Extracted records:

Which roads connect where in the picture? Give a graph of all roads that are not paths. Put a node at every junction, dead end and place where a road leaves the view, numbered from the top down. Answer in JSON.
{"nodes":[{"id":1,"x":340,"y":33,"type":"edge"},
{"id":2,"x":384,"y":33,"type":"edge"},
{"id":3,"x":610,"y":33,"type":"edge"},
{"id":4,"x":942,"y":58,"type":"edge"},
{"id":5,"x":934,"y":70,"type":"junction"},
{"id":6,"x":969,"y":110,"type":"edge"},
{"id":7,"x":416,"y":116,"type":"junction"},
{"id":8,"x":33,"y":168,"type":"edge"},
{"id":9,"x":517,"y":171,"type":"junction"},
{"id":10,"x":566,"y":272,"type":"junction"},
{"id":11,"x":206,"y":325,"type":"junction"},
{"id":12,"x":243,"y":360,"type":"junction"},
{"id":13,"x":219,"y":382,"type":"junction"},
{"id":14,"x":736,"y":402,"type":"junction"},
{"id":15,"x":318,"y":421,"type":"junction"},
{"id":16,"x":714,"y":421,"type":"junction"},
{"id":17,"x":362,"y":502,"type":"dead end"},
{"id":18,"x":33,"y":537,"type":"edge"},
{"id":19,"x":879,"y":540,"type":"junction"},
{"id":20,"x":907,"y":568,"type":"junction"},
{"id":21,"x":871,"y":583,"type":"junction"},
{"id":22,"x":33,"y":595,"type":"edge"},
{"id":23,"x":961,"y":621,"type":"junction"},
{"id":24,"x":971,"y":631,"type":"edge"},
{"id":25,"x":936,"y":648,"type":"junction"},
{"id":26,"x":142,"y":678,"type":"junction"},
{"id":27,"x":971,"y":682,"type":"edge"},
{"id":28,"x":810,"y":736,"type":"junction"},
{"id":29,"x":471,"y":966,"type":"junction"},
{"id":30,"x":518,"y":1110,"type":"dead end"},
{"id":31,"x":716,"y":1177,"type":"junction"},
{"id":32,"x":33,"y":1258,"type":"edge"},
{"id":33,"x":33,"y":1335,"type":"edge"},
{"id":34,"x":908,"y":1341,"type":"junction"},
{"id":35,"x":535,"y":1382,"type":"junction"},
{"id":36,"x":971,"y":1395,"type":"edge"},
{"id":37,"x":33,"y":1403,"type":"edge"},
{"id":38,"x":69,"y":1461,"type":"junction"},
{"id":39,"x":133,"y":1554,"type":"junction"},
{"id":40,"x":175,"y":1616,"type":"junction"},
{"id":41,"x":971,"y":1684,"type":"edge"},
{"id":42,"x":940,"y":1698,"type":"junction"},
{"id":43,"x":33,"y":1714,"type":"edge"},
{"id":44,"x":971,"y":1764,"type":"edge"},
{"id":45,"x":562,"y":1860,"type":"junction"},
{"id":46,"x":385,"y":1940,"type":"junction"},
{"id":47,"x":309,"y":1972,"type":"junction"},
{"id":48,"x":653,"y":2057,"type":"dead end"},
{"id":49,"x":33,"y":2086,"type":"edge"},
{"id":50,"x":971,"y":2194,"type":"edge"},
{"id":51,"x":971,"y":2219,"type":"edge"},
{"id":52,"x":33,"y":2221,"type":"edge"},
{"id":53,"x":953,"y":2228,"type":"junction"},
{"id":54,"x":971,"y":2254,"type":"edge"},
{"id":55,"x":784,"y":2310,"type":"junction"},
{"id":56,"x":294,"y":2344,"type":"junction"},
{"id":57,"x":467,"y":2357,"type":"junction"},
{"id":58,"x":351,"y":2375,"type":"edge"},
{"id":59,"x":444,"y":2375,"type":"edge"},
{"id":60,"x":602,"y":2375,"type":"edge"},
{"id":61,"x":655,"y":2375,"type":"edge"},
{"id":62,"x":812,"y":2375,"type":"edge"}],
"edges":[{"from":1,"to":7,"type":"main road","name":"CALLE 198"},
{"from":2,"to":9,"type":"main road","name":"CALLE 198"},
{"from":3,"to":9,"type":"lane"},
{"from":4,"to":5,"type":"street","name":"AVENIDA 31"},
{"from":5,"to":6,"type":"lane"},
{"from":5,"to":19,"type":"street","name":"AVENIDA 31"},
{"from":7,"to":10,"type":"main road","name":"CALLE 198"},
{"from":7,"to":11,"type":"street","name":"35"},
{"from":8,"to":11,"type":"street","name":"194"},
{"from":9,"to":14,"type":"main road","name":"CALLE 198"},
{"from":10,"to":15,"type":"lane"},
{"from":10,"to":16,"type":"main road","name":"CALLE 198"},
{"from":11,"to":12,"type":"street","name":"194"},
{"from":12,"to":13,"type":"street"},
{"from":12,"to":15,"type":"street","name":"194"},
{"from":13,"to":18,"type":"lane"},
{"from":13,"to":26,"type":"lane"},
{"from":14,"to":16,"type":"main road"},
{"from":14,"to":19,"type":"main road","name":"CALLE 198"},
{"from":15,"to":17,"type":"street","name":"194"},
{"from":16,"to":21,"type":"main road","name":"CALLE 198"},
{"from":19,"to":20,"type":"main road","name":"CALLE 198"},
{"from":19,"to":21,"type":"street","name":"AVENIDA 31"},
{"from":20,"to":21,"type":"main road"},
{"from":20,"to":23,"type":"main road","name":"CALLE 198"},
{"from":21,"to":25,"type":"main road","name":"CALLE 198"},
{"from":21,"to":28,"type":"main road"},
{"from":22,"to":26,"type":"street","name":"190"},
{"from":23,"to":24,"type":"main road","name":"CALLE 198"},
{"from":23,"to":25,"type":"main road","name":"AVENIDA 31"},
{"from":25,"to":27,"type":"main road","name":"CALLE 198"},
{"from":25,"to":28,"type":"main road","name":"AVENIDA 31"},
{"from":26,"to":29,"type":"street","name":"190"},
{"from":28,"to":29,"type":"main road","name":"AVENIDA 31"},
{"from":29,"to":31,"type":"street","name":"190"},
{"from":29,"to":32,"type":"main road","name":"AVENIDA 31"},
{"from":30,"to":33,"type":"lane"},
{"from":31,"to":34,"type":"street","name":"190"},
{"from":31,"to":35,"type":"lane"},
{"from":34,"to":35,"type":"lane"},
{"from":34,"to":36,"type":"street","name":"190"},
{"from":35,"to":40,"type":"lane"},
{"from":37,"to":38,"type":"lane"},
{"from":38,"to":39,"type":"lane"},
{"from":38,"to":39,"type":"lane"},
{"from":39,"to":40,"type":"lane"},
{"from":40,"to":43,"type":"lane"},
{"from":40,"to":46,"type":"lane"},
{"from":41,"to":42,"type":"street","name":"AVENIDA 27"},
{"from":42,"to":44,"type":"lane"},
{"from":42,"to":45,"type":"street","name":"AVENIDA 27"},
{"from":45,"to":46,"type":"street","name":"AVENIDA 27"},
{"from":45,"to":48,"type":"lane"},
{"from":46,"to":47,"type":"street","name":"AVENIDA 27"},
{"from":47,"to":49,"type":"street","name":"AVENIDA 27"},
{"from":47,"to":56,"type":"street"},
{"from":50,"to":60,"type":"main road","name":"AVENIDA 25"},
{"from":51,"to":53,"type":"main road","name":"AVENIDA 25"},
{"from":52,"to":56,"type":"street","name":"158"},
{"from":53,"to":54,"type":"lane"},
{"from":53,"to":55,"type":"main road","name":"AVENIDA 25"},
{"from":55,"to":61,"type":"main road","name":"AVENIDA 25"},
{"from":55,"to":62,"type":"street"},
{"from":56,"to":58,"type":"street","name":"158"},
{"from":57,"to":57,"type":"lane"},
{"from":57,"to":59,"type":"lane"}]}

▸ TASK REQUIREMENTS
All records above are to be returned exactly as given.

▸ ANSWER
Which roads connect where in the picture? Give a graph of all roads that are not paths. Put a node at every junction, dead end and place where a road leaves the view, numbered from the top down. Answer in JSON.
{"nodes":[{"id":1,"x":340,"y":33,"type":"edge"},
{"id":2,"x":384,"y":33,"type":"edge"},
{"id":3,"x":610,"y":33,"type":"edge"},
{"id":4,"x":942,"y":58,"type":"edge"},
{"id":5,"x":934,"y":70,"type":"junction"},
{"id":6,"x":969,"y":110,"type":"edge"},
{"id":7,"x":416,"y":116,"type":"junction"},
{"id":8,"x":33,"y":168,"type":"edge"},
{"id":9,"x":517,"y":171,"type":"junction"},
{"id":10,"x":566,"y":272,"type":"junction"},
{"id":11,"x":206,"y":325,"type":"junction"},
{"id":12,"x":243,"y":360,"type":"junction"},
{"id":13,"x":219,"y":382,"type":"junction"},
{"id":14,"x":736,"y":402,"type":"junction"},
{"id":15,"x":318,"y":421,"type":"junction"},
{"id":16,"x":714,"y":421,"type":"junction"},
{"id":17,"x":362,"y":502,"type":"dead end"},
{"id":18,"x":33,"y":537,"type":"edge"},
{"id":19,"x":879,"y":540,"type":"junction"},
{"id":20,"x":907,"y":568,"type":"junction"},
{"id":21,"x":871,"y":583,"type":"junction"},
{"id":22,"x":33,"y":595,"type":"edge"},
{"id":23,"x":961,"y":621,"type":"junction"},
{"id":24,"x":971,"y":631,"type":"edge"},
{"id":25,"x":936,"y":648,"type":"junction"},
{"id":26,"x":142,"y":678,"type":"junction"},
{"id":27,"x":971,"y":682,"type":"edge"},
{"id":28,"x":810,"y":736,"type":"junction"},
{"id":29,"x":471,"y":966,"type":"junction"},
{"id":30,"x":518,"y":1110,"type":"dead end"},
{"id":31,"x":716,"y":1177,"type":"junction"},
{"id":32,"x":33,"y":1258,"type":"edge"},
{"id":33,"x":33,"y":1335,"type":"edge"},
{"id":34,"x":908,"y":1341,"type":"junction"},
{"id":35,"x":535,"y":1382,"type":"junction"},
{"id":36,"x":971,"y":1395,"type":"edge"},
{"id":37,"x":33,"y":1403,"type":"edge"},
{"id":38,"x":69,"y":1461,"type":"junction"},
{"id":39,"x":133,"y":1554,"type":"junction"},
{"id":40,"x":175,"y":1616,"type":"junction"},
{"id":41,"x":971,"y":1684,"type":"edge"},
{"id":42,"x":940,"y":1698,"type":"junction"},
{"id":43,"x":33,"y":1714,"type":"edge"},
{"id":44,"x":971,"y":1764,"type":"edge"},
{"id":45,"x":562,"y":1860,"type":"junction"},
{"id":46,"x":385,"y":1940,"type":"junction"},
{"id":47,"x":309,"y":1972,"type":"junction"},
{"id":48,"x":653,"y":2057,"type":"dead end"},
{"id":49,"x":33,"y":2086,"type":"edge"},
{"id":50,"x":971,"y":2194,"type":"edge"},
{"id":51,"x":971,"y":2219,"type":"edge"},
{"id":52,"x":33,"y":2221,"type":"edge"},
{"id":53,"x":953,"y":2228,"type":"junction"},
{"id":54,"x":971,"y":2254,"type":"edge"},
{"id":55,"x":784,"y":2310,"type":"junction"},
{"id":56,"x":294,"y":2344,"type":"junction"},
{"id":57,"x":467,"y":2357,"type":"junction"},
{"id":58,"x":351,"y":2375,"type":"edge"},
{"id":59,"x":444,"y":2375,"type":"edge"},
{"id":60,"x":602,"y":2375,"type":"edge"},
{"id":61,"x":655,"y":2375,"type":"edge"},
{"id":62,"x":812,"y":2375,"type":"edge"}],
"edges":[{"from":1,"to":7,"type":"main road","name":"CALLE 198"},
{"from":2,"to":9,"type":"main road","name":"CALLE 198"},
{"from":3,"to":9,"type":"lane"},
{"from":4,"to":5,"type":"street","name":"AVENIDA 31"},
{"from":5,"to":6,"type":"lane"},
{"from":5,"to":19,"type":"street","name":"AVENIDA 31"},
{"from":7,"to":10,"type":"main road","name":"CALLE 198"},
{"from":7,"to":11,"type":"street","name":"35"},
{"from":8,"to":11,"type":"street","name":"194"},
{"from":9,"to":14,"type":"main road","name":"CALLE 198"},
{"from":10,"to":15,"type":"lane"},
{"from":10,"to":16,"type":"main road","name":"CALLE 198"},
{"from":11,"to":12,"type":"street","name":"194"},
{"from":12,"to":13,"type":"street"},
{"from":12,"to":15,"type":"street","name":"194"},
{"from":13,"to":18,"type":"lane"},
{"from":13,"to":26,"type":"lane"},
{"from":14,"to":16,"type":"main road"},
{"from":14,"to":19,"type":"main road","name":"CALLE 198"},
{"from":15,"to":17,"type":"street","name":"194"},
{"from":16,"to":21,"type":"main road","name":"CALLE 198"},
{"from":19,"to":20,"type":"main road","name":"CALLE 198"},
{"from":19,"to":21,"type":"street","name":"AVENIDA 31"},
{"from":20,"to":21,"type":"main road"},
{"from":20,"to":23,"type":"main road","name":"CALLE 198"},
{"from":21,"to":25,"type":"main road","name":"CALLE 198"},
{"from":21,"to":28,"type":"main road"},
{"from":22,"to":26,"type":"street","name":"190"},
{"from":23,"to":24,"type":"main road","name":"CALLE 198"},
{"from":23,"to":25,"type":"main road","name":"AVENIDA 31"},
{"from":25,"to":27,"type":"main road","name":"CALLE 198"},
{"from":25,"to":28,"type":"main road","name":"AVENIDA 31"},
{"from":26,"to":29,"type":"street","name":"190"},
{"from":28,"to":29,"type":"main road","name":"AVENIDA 31"},
{"from":29,"to":31,"type":"street","name":"190"},
{"from":29,"to":32,"type":"main road","name":"AVENIDA 31"},
{"from":30,"to":33,"type":"lane"},
{"from":31,"to":34,"type":"street","name":"190"},
{"from":31,"to":35,"type":"lane"},
{"from":34,"to":35,"type":"lane"},
{"from":34,"to":36,"type":"street","name":"190"},
{"from":35,"to":40,"type":"lane"},
{"from":37,"to":38,"type":"lane"},
{"from":38,"to":39,"type":"lane"},
{"from":38,"to":39,"type":"lane"},
{"from":39,"to":40,"type":"lane"},
{"from":40,"to":43,"type":"lane"},
{"from":40,"to":46,"type":"lane"},
{"from":41,"to":42,"type":"street","name":"AVENIDA 27"},
{"from":42,"to":44,"type":"lane"},
{"from":42,"to":45,"type":"street","name":"AVENIDA 27"},
{"from":45,"to":46,"type":"street","name":"AVENIDA 27"},
{"from":45,"to":48,"type":"lane"},
{"from":46,"to":47,"type":"street","name":"AVENIDA 27"},
{"from":47,"to":49,"type":"street","name":"AVENIDA 27"},
{"from":47,"to":56,"type":"street"},
{"from":50,"to":60,"type":"main road","name":"AVENIDA 25"},
{"from":51,"to":53,"type":"main road","name":"AVENIDA 25"},
{"from":52,"to":56,"type":"street","name":"158"},
{"from":53,"to":54,"type":"lane"},
{"from":53,"to":55,"type":"main road","name":"AVENIDA 25"},
{"from":55,"to":61,"type":"main road","name":"AVENIDA 25"},
{"from":55,"to":62,"type":"street"},
{"from":56,"to":58,"type":"street","name":"158"},
{"from":57,"to":57,"type":"lane"},
{"from":57,"to":59,"type":"lane"}]}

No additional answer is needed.